Les violences de tous types commises à l’encontre des hommes, femmes et enfants interceptés en Méditerranée et renvoyés de force dans les centres de détention en Libye montrent les conséquences de la coopération entre l’Europe et la Libye concernant l’immigration, ressort-il d’un rapport d’Amnesty International publié jeudi.
L’organisation de défense des droits humains pointe le fait que les exactions dont sont victimes les réfugiés dans les camps de détentions libyens depuis 10 ans se poursuivent inlassablement.
« Ce rapport terrifiant jette un nouveau coup de projecteur sur la souffrance des personnes interceptées en mer et renvoyées en Libye, où elles sont immédiatement placées en détention arbitraire et systématiquement soumises à la torture, aux violences sexuelles, au travail forcé et à d’autres formes d’exploitation en toute impunité », a déclaré Diana Eltahawy, directrice adjointe pour le Moyen-Orient et l’Afrique du Nord à Amnesty International.
« En outre, les autorités libyennes ont récompensé des personnes raisonnablement soupçonnées d’avoir commis ce type de violations en leur offrant des postes de pouvoir ou une promotion, ce qui signifie que nous risquons de voir les mêmes horreurs se reproduire encore et encore. »
La Libye s’étant engagée à fermer les centres de la Direction de la lutte contre la migration illégale (DCIM), dirigés par le ministère de l’Intérieur. Au lieu de cela, plusieurs camps de détentions informels, où de nombreux abus ont lieu, ont été officialisés, notamment le Centre de rassemblement et de retour de Tripoli, familièrement appelé Al Mabani.
Au cours des six premiers mois de 2021, plus de 7.000 personnes interceptées en mer ont ainsi été envoyées de force dans ce camp. Les témoignages recueillis pas Amnesty parlent de torture, de mauvais traitements, de conditions de détention cruelles et inhumaine, d’extorsion de rançons et de travail forcé.
Selon Amnesty International, l’Europe a une part de responsabilité dans cette situation. Entre janvier et juin de cette année, plus de 15.000 personnes ont été interceptés en Méditerranée par les garde-côtes libyens, soit plus que pour l’ensemble de l’année 2020.
Ces actions de « sauvetage » (les garde-côtes libyens coulant parfois délibérément les embarcations avant de porter secours aux survivants) sont facilitées par l’agence européenne de garde-frontières et de garde-côtes, Frontex, qui effectue une surveillance aérienne au-dessus de la Méditerranée pour repérer les embarcations de migrants, pointe l’ONG.
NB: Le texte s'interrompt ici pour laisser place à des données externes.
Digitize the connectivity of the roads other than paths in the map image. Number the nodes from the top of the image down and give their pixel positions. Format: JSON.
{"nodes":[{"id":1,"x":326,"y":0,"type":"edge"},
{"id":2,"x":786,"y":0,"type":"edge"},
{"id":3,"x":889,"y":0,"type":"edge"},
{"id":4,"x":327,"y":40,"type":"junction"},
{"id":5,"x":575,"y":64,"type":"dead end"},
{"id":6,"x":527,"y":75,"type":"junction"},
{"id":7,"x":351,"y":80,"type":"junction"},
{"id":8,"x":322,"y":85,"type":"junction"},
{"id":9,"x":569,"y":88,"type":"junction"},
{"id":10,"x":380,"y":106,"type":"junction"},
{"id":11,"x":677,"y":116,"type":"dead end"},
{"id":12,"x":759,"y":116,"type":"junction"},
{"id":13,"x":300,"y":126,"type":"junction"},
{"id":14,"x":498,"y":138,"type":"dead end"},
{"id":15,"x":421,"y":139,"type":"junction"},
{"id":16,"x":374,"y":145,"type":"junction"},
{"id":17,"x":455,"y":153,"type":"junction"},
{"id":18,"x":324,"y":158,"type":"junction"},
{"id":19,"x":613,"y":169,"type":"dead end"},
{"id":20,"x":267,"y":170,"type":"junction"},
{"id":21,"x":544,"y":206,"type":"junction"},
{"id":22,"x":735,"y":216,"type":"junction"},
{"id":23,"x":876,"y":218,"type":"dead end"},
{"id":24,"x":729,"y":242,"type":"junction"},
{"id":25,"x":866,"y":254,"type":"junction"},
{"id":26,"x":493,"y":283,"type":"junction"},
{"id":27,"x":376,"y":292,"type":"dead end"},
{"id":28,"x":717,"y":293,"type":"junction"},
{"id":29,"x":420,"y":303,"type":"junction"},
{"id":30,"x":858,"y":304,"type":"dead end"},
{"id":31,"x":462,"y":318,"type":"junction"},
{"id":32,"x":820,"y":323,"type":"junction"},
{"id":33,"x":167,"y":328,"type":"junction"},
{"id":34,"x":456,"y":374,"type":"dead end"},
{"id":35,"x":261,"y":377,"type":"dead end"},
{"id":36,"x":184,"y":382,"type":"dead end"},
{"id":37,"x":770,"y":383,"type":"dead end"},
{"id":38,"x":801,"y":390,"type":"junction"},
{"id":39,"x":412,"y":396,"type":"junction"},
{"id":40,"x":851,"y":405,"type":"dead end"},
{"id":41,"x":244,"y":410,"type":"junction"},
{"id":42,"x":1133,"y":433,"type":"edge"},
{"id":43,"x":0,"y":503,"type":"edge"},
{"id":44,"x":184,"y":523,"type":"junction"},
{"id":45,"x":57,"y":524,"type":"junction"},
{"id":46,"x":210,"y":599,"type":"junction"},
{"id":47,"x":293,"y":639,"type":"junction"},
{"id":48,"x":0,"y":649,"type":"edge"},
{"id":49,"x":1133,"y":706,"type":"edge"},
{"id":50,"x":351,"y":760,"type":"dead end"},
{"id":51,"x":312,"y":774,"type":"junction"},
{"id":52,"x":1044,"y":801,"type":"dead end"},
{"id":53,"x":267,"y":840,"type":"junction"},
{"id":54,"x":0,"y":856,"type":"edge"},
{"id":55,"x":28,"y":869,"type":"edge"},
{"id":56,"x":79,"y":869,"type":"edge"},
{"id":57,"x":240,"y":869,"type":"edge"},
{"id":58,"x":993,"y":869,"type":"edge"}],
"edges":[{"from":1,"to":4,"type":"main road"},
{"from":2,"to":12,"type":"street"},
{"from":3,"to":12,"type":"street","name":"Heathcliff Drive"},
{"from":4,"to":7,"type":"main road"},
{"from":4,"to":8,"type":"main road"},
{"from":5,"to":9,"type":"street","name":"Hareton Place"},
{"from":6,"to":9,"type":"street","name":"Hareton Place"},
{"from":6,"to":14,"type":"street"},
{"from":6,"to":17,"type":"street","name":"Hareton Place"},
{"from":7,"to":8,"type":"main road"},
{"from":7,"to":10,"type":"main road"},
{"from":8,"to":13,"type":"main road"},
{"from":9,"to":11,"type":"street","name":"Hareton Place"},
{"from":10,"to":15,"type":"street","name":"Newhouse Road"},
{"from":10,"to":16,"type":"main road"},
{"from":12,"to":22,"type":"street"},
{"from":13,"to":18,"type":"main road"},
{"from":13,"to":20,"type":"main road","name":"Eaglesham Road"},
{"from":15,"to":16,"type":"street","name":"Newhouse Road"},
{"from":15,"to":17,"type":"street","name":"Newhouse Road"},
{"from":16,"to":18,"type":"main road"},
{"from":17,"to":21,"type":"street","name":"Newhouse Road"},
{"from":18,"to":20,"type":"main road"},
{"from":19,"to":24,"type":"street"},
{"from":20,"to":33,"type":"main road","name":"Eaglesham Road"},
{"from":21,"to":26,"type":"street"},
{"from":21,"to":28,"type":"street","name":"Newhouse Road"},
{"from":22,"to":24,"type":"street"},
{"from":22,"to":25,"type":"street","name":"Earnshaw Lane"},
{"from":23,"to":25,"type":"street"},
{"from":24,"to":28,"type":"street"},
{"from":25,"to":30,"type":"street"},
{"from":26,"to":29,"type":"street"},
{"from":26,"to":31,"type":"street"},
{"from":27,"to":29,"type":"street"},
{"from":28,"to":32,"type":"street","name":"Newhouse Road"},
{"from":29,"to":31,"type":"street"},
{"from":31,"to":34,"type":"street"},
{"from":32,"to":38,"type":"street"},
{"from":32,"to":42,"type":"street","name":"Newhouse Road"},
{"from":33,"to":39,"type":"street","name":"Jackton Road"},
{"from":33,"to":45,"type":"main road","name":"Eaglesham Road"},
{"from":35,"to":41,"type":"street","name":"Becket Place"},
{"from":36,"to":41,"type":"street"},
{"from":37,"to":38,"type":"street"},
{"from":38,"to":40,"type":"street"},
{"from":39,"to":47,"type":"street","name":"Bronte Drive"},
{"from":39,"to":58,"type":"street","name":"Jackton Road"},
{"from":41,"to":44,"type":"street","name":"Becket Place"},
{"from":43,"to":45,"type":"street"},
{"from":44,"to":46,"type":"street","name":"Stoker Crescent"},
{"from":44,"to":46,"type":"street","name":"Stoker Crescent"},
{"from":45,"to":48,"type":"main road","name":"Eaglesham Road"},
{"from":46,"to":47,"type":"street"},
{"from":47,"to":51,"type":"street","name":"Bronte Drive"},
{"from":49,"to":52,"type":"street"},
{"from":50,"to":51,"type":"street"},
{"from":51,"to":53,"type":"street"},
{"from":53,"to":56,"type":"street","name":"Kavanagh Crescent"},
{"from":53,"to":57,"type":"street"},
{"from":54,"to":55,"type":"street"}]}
Par ailleurs, l’Italie et d’autres États membres de l’Union européenne continuent de fournir une aide matérielle aux garde-côtes libyens. Ils travaillent également à la mise en place d’un centre de coordination maritime dans le port de Tripoli, principalement financé par le Fonds d’affectation spéciale de l’UE pour l’Afrique.
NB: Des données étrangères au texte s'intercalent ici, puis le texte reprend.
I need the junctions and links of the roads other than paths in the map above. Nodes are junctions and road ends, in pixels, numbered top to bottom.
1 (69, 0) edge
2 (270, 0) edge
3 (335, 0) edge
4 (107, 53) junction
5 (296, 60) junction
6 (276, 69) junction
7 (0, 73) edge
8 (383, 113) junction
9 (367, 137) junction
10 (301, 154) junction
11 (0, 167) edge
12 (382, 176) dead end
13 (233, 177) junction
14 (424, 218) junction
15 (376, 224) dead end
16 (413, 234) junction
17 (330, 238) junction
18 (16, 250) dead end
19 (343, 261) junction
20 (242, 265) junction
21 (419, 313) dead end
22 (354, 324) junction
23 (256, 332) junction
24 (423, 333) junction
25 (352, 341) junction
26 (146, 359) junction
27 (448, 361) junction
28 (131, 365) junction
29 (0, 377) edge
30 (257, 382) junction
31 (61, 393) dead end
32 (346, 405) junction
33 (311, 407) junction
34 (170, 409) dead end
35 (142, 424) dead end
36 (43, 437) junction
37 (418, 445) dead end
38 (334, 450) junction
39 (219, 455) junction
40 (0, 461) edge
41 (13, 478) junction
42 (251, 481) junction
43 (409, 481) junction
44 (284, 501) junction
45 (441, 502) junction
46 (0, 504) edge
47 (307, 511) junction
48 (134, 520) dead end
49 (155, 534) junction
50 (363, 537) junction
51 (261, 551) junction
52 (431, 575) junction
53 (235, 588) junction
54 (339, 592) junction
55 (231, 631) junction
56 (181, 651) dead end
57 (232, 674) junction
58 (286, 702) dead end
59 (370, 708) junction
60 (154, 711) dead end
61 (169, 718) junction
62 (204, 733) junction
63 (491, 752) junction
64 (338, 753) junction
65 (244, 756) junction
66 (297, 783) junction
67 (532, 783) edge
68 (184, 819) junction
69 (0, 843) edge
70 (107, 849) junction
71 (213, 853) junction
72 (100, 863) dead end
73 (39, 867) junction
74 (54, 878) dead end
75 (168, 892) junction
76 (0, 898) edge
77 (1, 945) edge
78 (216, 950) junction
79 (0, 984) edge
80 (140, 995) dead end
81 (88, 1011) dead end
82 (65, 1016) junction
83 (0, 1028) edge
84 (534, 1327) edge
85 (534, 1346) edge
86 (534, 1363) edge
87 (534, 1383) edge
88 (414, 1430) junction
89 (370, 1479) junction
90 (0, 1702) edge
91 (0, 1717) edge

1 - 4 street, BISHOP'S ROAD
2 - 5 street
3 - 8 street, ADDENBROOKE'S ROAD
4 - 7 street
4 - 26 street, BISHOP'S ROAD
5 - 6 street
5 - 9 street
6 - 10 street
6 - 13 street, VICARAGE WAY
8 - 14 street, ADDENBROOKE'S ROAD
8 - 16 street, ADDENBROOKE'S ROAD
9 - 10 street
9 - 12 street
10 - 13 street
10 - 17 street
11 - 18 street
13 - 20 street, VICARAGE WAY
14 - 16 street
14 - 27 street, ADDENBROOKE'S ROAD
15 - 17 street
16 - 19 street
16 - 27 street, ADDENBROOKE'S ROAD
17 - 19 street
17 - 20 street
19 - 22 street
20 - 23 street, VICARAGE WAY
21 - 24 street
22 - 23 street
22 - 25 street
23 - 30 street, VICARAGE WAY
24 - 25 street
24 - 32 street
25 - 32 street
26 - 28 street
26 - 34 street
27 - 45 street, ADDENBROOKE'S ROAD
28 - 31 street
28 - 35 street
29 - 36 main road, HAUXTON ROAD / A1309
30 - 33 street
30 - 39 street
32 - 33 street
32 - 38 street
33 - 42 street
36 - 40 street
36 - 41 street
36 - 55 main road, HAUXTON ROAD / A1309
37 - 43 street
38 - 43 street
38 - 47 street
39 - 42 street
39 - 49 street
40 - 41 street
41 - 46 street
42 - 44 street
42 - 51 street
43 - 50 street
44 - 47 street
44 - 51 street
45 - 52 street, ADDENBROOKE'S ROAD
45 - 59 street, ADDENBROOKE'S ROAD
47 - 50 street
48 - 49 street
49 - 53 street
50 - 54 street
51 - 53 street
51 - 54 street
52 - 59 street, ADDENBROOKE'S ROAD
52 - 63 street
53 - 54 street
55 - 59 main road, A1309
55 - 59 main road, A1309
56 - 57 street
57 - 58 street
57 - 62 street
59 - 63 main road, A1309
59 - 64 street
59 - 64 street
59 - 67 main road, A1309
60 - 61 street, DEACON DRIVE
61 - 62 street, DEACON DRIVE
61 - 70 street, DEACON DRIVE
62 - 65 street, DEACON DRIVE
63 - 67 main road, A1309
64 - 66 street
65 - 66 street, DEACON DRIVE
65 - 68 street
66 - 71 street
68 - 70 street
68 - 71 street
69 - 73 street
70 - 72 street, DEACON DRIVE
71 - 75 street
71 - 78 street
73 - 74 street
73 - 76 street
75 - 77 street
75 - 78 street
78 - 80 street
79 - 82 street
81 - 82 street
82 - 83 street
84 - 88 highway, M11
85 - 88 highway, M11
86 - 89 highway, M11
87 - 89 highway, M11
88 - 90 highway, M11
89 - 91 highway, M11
« Il est largement temps que les États européens reconnaissent les conséquences indéfendables de leurs actions. Ils doivent suspendre leur coopération avec la Libye en matière de contrôle de l’immigration et des frontières et se consacrer plutôt à ouvrir les voies d’accès vers la sécurité dont les milliers de personnes en quête de protection actuellement bloquées dans ce pays ont besoin de toute urgence », revendique Diana Eltahawy.
Amnesty demande également que les centres de détentions libyens liés à l’immigration soient démantelés et que les autorités libyennes cessent de détenir des personnes réfugiées et migrantes.